## Data in this exercise
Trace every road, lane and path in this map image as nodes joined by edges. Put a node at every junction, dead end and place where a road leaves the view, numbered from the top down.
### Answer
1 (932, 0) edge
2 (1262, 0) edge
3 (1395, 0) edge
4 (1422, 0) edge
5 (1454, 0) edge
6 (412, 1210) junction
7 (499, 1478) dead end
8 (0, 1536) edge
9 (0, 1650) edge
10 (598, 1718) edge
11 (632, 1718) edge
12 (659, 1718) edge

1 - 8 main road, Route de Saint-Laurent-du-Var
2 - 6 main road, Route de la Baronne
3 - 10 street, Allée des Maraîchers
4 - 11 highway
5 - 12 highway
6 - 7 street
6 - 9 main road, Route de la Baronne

## Exercise aim
Reproduce each entry above exactly, keeping every character.

## Your response
Trace every road, lane and path in this map image as nodes joined by edges. Put a node at every junction, dead end and place where a road leaves the view, numbered from the top down.
### Answer
1 (932, 0) edge
2 (1262, 0) edge
3 (1395, 0) edge
4 (1422, 0) edge
5 (1454, 0) edge
6 (412, 1210) junction
7 (499, 1478) dead end
8 (0, 1536) edge
9 (0, 1650) edge
10 (598, 1718) edge
11 (632, 1718) edge
12 (659, 1718) edge

1 - 8 main road, Route de Saint-Laurent-du-Var
2 - 6 main road, Route de la Baronne
3 - 10 street, Allée des Maraîchers
4 - 11 highway
5 - 12 highway
6 - 7 street
6 - 9 main road, Route de la Baronne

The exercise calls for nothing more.